**REQUIRED WORK:** Among the records that follow, find each line holding the word "roads" and copy it.

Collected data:
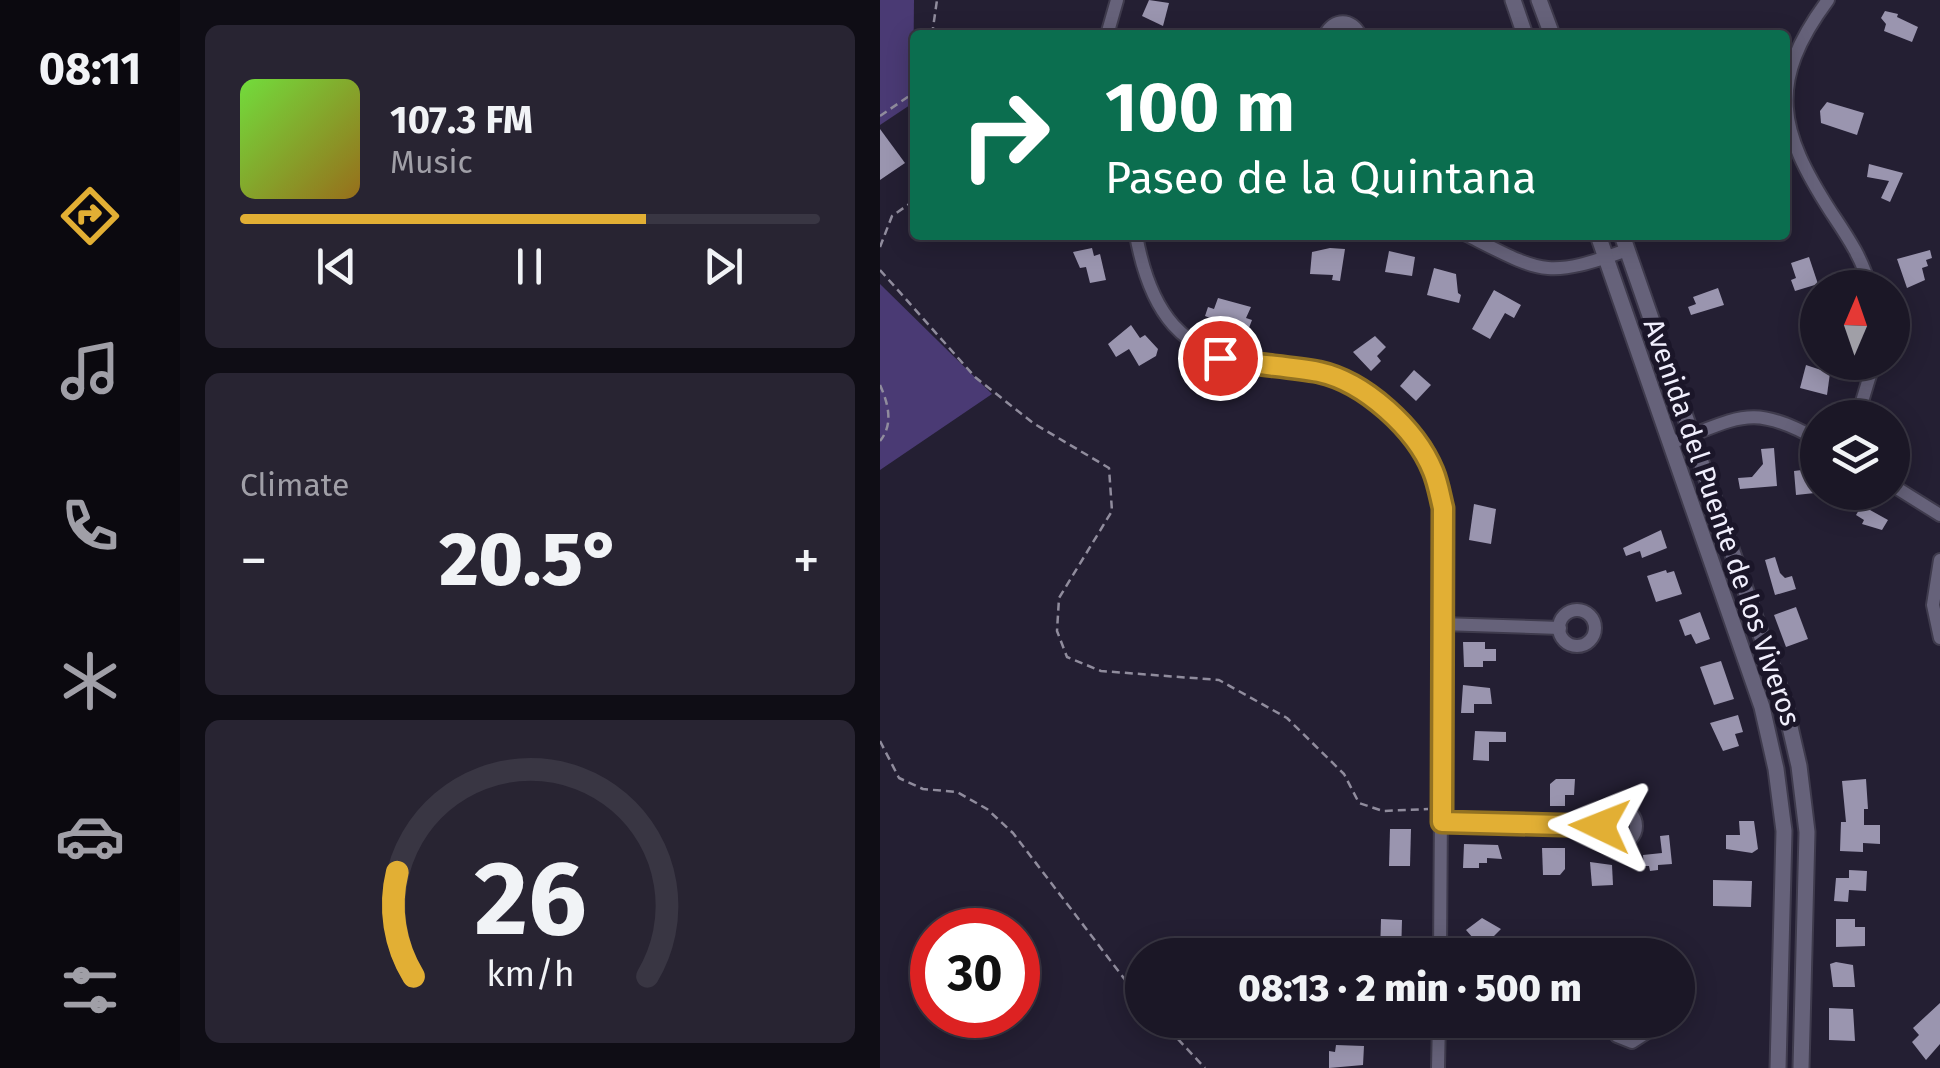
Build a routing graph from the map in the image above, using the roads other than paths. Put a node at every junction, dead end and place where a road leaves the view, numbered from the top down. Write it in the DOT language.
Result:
graph roads {
  1 [pos="1117,0"];
  2 [pos="1513,0"];
  3 [pos="1539,0"];
  4 [pos="1828,0"];
  5 [pos="1549,29"];
  6 [pos="1108,30"];
  7 [pos="1329,30"];
  8 [pos="1357,30"];
  9 [pos="1524,30"];
  10 [pos="1790,89"];
  11 [pos="1790,130"];
  12 [pos="1137,240"];
  13 [pos="1477,240"];
  14 [pos="1600,240"];
  15 [pos="1624,242"];
  16 [pos="1606,258"];
  17 [pos="1863,270"];
  18 [pos="1800,431"];
  19 [pos="1692,436"];
  20 [pos="1670,443"];
  21 [pos="1910,496"];
  22 [pos="1940,514"];
  23 [pos="1940,560"];
  24 [pos="1441,624"];
  25 [pos="1560,628"];
  26 [pos="1940,638"];
  27 [pos="1772,666"];
  28 [pos="1750,674"];
  29 [pos="1442,815"];
  30 [pos="1600,826"];
  31 [pos="1440,938"];
  32 [pos="1779,1011"];
  33 [pos="1803,1011"];
  34 [pos="1439,1038"];
  35 [pos="1438,1068"];
  36 [pos="1778,1068"];
  37 [pos="1802,1068"];
  1 -- 6 [label="street"];
  2 -- 9 [label="street"];
  3 -- 5 [label="street"];
  4 -- 10 [label="street"];
  7 -- 8 [label="street"];
  11 -- 17 [label="street"];
  12 -- 24 [label="street"];
  13 -- 16 [label="street"];
  14 -- 16 [label="street, Avenida del Puente de los Viveros"];
  15 -- 16 [label="street"];
  15 -- 19 [label="street, Avenida del Puente de los Viveros"];
  16 -- 20 [label="street, Avenida del Puente de los Viveros"];
  18 -- 19 [label="street"];
  19 -- 20 [label="street"];
  19 -- 27 [label="street, Avenida del Puente de los Viveros"];
  20 -- 28 [label="street, Avenida del Puente de los Viveros"];
  21 -- 22 [label="street"];
  23 -- 26 [label="street"];
  24 -- 25 [label="street"];
  24 -- 29 [label="street"];
  27 -- 28 [label="street"];
  27 -- 33 [label="street, Avenida del Puente de los Viveros"];
  28 -- 32 [label="street, Avenida del Puente de los Viveros"];
  29 -- 30 [label="street"];
  29 -- 31 [label="street"];
  32 -- 33 [label="street"];
  32 -- 36 [label="street, Avenida del Puente de los Viveros"];
  33 -- 37 [label="street, Avenida del Puente de los Viveros"];
  34 -- 35 [label="street"];
}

**RESULT OF THE EXERCISE:**
Build a routing graph from the map in the image above, using the roads other than paths. Put a node at every junction, dead end and place where a road leaves the view, numbered from the top down. Write it in the DOT language.
graph roads {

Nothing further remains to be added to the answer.